Isolation and sequence analysis of Bartonella in small mammals in Hainan province

Objective To determine the current situation of Bartonella infection in and types of Bartonella carrying small mammals in Hainan province,providing evidence for prevention and control of Bartonella infection. Methods The rat-cage method was employed to capture small mammals,of which heart blood was collected and treated with anticoagulants. A 1∶4 dilution of 100 μl anti-coagulation blood and trypsin soy broth was inoculated onto the trypsin soybean agar culture media containing 5% de-fiber sheep blood and cultured in a 5% CO2 incubator at 37 ℃ for 45 d. Suspected colonies were smeared,Gram-and Gimanez-stained and screened under microscopy. The polymerase chain reaction (PCR) was performed for the Gram-negative bacilli with Bartonella genus-specific primers,followed by sequencing of the PCR products. The nucleic acid sequences were submitted to GenBank for similarity comparison and sequence analysis.

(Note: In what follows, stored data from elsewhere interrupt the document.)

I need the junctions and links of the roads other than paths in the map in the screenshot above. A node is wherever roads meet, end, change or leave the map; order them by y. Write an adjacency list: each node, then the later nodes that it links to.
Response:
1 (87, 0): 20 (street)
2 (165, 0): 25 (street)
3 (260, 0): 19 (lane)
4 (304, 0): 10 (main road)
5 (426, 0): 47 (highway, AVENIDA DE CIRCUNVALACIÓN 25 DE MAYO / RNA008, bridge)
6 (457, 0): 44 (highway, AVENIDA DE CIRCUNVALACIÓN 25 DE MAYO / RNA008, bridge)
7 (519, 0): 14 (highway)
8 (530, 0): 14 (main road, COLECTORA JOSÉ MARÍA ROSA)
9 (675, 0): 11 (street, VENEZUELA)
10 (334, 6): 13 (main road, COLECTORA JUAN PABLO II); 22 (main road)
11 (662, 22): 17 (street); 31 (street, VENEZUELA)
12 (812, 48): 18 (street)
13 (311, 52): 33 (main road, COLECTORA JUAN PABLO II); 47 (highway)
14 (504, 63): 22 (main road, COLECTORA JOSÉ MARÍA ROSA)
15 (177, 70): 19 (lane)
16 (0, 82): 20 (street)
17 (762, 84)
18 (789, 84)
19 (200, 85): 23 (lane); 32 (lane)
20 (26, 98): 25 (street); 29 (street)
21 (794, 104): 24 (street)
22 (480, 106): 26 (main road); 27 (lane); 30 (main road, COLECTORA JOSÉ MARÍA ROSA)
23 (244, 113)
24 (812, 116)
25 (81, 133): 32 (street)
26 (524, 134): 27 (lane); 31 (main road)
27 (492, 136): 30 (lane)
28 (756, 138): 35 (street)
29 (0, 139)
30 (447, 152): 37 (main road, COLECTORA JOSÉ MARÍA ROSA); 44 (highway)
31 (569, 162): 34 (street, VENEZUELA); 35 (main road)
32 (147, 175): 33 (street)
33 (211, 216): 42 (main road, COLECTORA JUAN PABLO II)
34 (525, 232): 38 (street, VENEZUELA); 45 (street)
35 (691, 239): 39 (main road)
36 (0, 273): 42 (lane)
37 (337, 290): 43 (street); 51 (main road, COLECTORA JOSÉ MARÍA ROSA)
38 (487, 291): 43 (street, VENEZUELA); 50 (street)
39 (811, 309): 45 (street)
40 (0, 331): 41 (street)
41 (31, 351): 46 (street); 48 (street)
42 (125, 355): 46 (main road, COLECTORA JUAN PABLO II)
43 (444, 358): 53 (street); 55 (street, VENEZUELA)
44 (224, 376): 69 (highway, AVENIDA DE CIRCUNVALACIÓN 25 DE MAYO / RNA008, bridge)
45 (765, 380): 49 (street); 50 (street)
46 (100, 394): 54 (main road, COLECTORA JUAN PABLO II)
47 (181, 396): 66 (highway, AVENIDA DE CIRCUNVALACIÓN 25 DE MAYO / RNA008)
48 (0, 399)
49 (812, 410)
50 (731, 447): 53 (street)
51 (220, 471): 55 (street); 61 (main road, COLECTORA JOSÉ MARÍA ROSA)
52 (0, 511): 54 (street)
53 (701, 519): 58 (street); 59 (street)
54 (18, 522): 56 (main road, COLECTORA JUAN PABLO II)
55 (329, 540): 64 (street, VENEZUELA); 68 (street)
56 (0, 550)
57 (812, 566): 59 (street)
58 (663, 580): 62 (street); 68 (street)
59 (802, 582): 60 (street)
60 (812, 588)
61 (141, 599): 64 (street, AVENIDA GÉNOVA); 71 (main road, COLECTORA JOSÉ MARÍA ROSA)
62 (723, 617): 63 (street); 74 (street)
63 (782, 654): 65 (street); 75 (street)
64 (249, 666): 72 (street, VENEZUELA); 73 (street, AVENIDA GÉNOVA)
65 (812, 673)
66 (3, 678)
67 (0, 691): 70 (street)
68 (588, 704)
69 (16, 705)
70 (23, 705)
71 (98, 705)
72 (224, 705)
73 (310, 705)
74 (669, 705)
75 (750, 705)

Results A total of 6 suspected colonies were isolated from 65 samples,all being Gram-negative small bacilli,and red for Gimanez staining. The PCR results confirmed that the six strains were all Bartonella,two isolated from Rattus losea and Rattus brunneusculue each,and one from Niniventer fulvescens and Suncus murinus each. The sequence analysis suggests that the isolated Bartonella had the highest similarity with Bartonella rattimassiliensis,B. tribocorum and B. queenslandensis. Conclusion Bartonella infection was found among small mammals in Hainan province,indicating risks of infection among human beings.